Our thinking depends on the quality of our attention for each other.
Please, on this Monday morning, or whenever you’re reading this, take a few moments to reflect upon that. There’s a wonderful, and still radical, assumption in the Time to Think approach, which is that everyone’s thoughts are of equal value. There are 9 other components that when put together with the equality principle result in a Thinking Environment, which in turn transforms how we work together so that we make better decisions, build on our talents and skills, truly turn the whole into more than the sum of its parts. It’s about clear and respectful communication, integrity in how we behave with each other, enabling each member of the group or team to be the best that they can be. One of the components that I love, and which is as powerful in one to one conversations as it is in groups, is the idea of incisive questions – questions that stimulate creative thinking, tap into the unconscious – what we know but we don’t yet know that we know it – and challenge limiting assumptions. Here’s one from the book:
If you knew that you are beautiful just as you are, what would change for you?
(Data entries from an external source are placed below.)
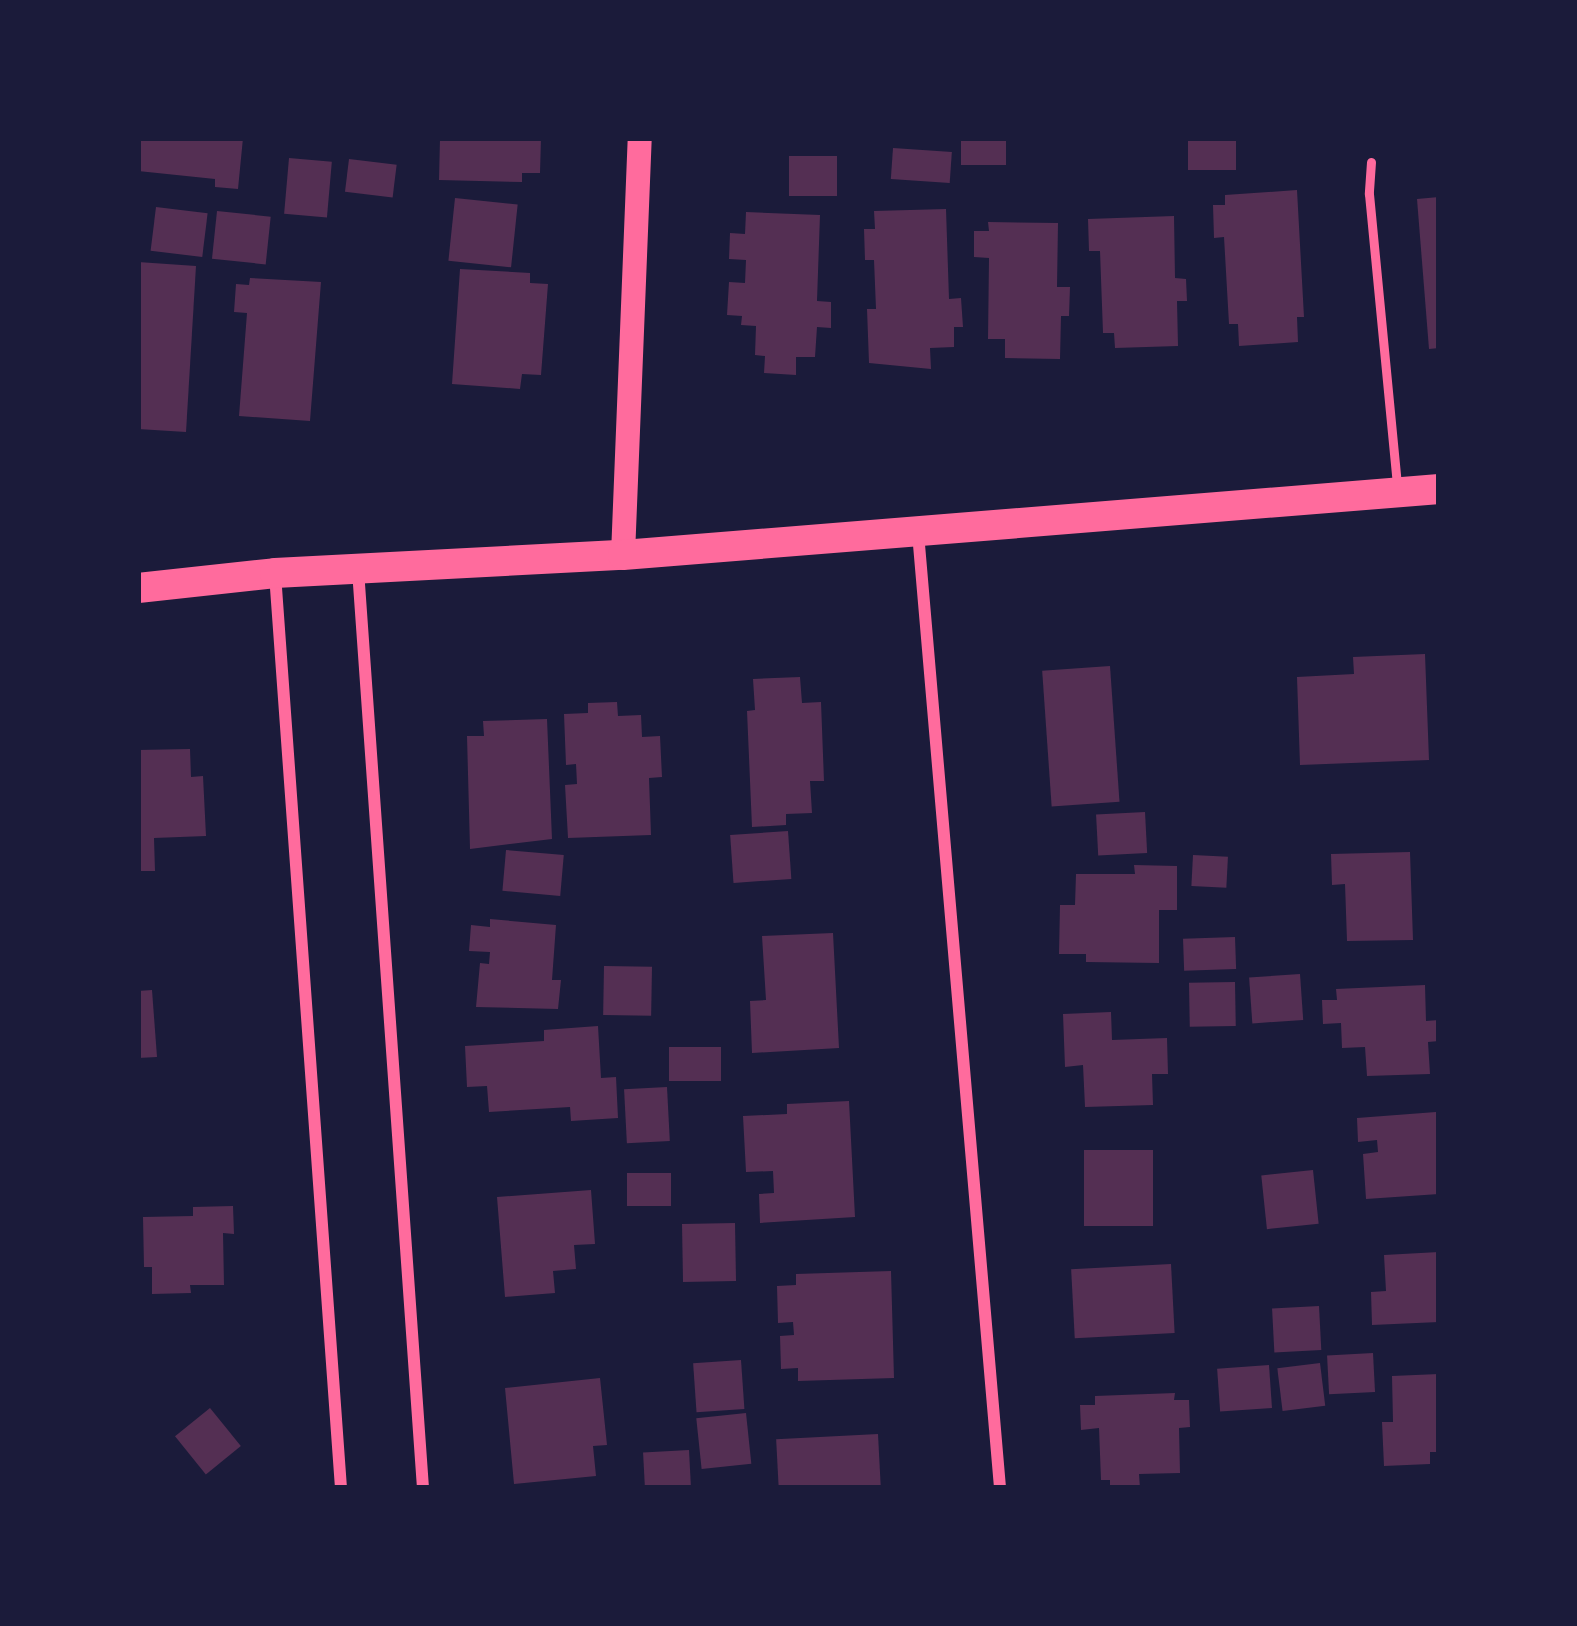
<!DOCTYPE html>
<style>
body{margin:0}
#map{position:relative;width:1577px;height:1626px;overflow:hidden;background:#1b1b3a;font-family:"Open Sans",sans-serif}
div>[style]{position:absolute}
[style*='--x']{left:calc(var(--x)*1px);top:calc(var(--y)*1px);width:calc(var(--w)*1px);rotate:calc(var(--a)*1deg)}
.building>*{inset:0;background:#542f53;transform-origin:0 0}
.service>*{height:9px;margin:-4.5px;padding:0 4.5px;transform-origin:4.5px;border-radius:4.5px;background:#ff6b9d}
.minor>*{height:12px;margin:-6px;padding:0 6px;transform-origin:6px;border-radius:6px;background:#ff6b9d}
.secondary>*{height:24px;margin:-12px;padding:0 12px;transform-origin:12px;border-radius:12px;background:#ff6b9d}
.primary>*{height:30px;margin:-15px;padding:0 15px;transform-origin:15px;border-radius:15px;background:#ff6b9d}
span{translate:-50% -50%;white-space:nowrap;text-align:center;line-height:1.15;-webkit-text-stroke:9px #1b1b3a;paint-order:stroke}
.frame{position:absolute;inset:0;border:141px solid #1b1b3a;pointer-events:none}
</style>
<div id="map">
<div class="building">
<div style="clip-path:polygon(138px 138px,243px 138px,238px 189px,215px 187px,215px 179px,138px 171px)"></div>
<div style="clip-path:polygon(440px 138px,541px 138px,540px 173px,522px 173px,522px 182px,439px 180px)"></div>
<div style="left:961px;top:138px;width:45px;height:27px"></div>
<div style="left:1188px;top:138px;width:48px;height:32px"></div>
<div style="left:893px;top:148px;width:59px;height:31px;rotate:4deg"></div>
<div style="left:789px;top:156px;width:48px;height:40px"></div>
<div style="left:289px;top:158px;width:43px;height:56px;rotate:5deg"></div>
<div style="left:349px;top:159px;width:48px;height:33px;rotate:7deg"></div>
<div style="clip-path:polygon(1297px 190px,1304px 317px,1297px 317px,1298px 342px,1239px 346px,1238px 324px,1229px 324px,1224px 237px,1214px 238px,1213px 205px,1225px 205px,1225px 195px)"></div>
<div style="clip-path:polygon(1439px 197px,1439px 348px,1429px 349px,1417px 199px)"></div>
<div style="left:455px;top:198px;width:63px;height:63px;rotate:6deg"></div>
<div style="left:156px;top:207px;width:52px;height:44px;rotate:7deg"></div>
<div style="clip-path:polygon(946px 209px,949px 299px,961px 298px,963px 327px,954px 327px,954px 347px,930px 348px,931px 369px,869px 363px,867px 309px,876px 309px,874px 260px,865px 260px,864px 229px,875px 229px,874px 211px)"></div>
<div style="left:217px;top:211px;width:54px;height:48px;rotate:6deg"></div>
<div style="clip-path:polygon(746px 212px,820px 215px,817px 301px,831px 302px,831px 328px,817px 327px,815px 357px,796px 357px,796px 375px,764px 373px,765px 356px,755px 355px,756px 326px,741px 325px,742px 316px,727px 315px,729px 282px,745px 283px,746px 260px,729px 259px,730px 233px,745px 234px)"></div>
<div style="clip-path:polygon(1174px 216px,1175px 278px,1186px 279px,1187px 301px,1177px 301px,1178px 346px,1115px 348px,1114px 333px,1103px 333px,1100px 251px,1089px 251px,1088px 219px)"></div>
<div style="clip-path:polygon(988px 222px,1058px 223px,1057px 287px,1070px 287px,1069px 316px,1061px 316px,1060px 359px,1005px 358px,1005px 339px,988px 339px,989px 258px,974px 257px,974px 231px,989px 231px)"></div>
<div style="clip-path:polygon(138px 262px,196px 266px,186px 432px,138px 429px)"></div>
<div style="clip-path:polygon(460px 269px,530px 273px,530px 283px,548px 284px,541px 375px,522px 374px,520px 389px,452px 384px)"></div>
<div style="clip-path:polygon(250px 278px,321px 282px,310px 421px,239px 416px,247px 313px,234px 312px,236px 284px,249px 285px)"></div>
<div style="clip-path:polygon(1425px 654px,1429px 760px,1300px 765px,1297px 677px,1354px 674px,1353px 657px)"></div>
<div style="left:1110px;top:666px;width:136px;height:68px;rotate:86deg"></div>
<div style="clip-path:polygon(800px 677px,802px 703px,821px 702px,824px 781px,810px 781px,812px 813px,786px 814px,786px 825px,752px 827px,747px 711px,755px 710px,753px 679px)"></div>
<div style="clip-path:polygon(617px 702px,618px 716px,641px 715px,642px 737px,660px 736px,662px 777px,649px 778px,651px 835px,568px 838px,565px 785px,577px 784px,576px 764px,566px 765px,564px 714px,588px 713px,588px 703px)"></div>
<div style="clip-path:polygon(547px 719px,552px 839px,470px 849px,467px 736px,484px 736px,483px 721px)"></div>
<div style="clip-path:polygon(190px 749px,191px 777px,203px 776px,206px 836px,154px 838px,155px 871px,138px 871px,138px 750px)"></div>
<div style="left:1145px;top:812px;width:41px;height:49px;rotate:87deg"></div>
<div style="left:788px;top:831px;width:48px;height:58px;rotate:86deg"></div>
<div style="left:506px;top:850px;width:58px;height:41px;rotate:5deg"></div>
<div style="clip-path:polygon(1410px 852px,1413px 940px,1347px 941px,1345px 884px,1332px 885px,1331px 854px)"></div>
<div style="left:1193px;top:855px;width:35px;height:31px;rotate:3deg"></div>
<div style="clip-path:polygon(1134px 865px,1177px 866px,1177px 910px,1159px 910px,1159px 963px,1086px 962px,1086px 954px,1059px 954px,1060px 905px,1075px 905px,1076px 874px,1135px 874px)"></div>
<div style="clip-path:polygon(490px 919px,556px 925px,552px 980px,561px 980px,558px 1009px,476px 1007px,480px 963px,489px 964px,490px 952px,469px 951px,471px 925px,490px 927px)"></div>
<div style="clip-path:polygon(833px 933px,839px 1048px,752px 1053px,750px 1001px,766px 1000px,762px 936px)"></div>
<div style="left:1235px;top:937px;width:32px;height:52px;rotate:88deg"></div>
<div style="left:604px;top:966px;width:48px;height:49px;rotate:1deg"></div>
<div style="left:1300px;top:974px;width:46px;height:51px;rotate:86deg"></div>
<div style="left:1235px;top:982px;width:44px;height:46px;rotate:89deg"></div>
<div style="clip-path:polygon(1425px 985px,1426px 1021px,1439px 1020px,1439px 1041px,1428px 1042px,1430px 1074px,1367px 1076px,1365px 1047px,1342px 1048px,1341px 1023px,1323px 1024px,1322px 1000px,1337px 1000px,1336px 989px)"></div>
<div style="clip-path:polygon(152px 990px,157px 1057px,138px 1058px,138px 991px)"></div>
<div style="clip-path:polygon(1111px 1012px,1112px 1040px,1167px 1038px,1168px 1074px,1152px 1074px,1153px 1105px,1085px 1107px,1083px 1065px,1065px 1067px,1063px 1014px)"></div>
<div style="clip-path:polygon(598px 1026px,601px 1078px,616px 1077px,618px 1118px,571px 1121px,570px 1107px,489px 1112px,487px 1086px,467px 1087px,465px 1046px,544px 1041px,544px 1030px)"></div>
<div style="left:669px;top:1047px;width:52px;height:34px"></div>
<div style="left:667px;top:1087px;width:54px;height:43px;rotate:87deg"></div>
<div style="clip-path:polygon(849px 1101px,855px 1217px,760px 1223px,759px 1194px,774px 1193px,773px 1171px,746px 1172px,743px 1116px,787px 1114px,787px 1104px)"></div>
<div style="clip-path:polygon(1436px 1112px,1439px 1194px,1366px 1199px,1363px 1154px,1378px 1152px,1377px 1140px,1358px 1142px,1357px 1118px)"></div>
<div style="left:1084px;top:1150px;width:69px;height:76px"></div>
<div style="left:1313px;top:1170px;width:54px;height:52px;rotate:84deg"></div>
<div style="left:627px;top:1173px;width:44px;height:33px"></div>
<div style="clip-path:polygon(591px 1190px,595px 1244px,574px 1245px,576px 1269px,553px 1271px,555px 1293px,505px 1297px,497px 1197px)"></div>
<div style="clip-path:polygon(233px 1206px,234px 1234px,223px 1233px,224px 1285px,190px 1285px,191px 1293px,152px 1294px,152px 1267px,144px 1267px,143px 1217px,193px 1216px,193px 1207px)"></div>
<div style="left:735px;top:1223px;width:58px;height:53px;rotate:89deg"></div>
<div style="clip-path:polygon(1439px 1252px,1439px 1322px,1372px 1325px,1371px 1292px,1386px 1291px,1384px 1255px)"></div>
<div style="left:1171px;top:1264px;width:69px;height:100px;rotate:87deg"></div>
<div style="clip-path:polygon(891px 1271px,894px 1378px,798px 1381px,798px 1368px,781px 1369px,780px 1336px,794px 1335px,793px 1322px,778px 1323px,777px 1286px,796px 1285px,796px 1274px)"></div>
<div style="left:1319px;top:1306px;width:44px;height:47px;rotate:87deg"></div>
<div style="left:1373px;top:1353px;width:39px;height:46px;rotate:87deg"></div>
<div style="left:741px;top:1360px;width:49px;height:48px;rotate:86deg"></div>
<div style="left:1320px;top:1363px;width:43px;height:43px;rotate:83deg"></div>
<div style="left:1269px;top:1365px;width:43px;height:52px;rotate:86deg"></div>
<div style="clip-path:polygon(1439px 1374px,1439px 1452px,1430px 1452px,1430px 1464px,1384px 1466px,1382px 1422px,1393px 1422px,1392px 1376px)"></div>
<div style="clip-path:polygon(600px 1378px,607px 1445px,593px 1446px,596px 1476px,514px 1484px,505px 1388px)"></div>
<div style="clip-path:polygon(1175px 1393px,1174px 1400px,1189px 1400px,1190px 1427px,1179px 1428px,1180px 1473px,1139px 1474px,1140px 1488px,1110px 1488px,1110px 1480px,1101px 1480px,1099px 1428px,1081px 1430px,1080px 1405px,1095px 1405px,1095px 1396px)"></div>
<div style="left:210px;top:1408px;width:49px;height:45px;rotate:51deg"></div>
<div style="left:746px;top:1413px;width:51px;height:50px;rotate:84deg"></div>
<div style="left:878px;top:1434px;width:54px;height:102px;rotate:87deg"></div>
<div style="left:689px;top:1450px;width:38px;height:46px;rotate:87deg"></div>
</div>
<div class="service">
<div style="--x:1371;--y:162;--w:32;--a:94"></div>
<div style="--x:1369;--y:194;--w:294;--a:84.5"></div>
</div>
<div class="minor">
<div style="--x:918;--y:533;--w:959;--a:85.09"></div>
<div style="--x:358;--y:570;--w:920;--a:85.95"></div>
<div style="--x:275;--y:574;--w:916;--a:85.87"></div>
</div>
<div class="secondary">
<div style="--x:623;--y:555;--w:417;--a:-87.7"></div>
</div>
<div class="primary">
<div style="--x:138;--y:588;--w:138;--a:-6.2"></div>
<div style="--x:275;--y:573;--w:348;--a:-3"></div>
<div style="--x:623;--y:555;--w:819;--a:-4.62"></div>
</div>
<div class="frame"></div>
</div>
In one of my coaching groups for women leading small charities, a member was expressing her frustration at the poor standard of appointments her organisation had been making. “We’re just not getting the right people for the jobs,” she said. “There’s something we’re not doing right.” I asked, “If you knew that by changing one thing in the way you handle recruitment you’d make excellent appointments, what would that one thing be?” “I’d involve my members more,” she said, quick as a flash. “Yes, that’s what we need to do. Get our service users involved.”
Have a great week, and may you give and receive the very best quality of attention.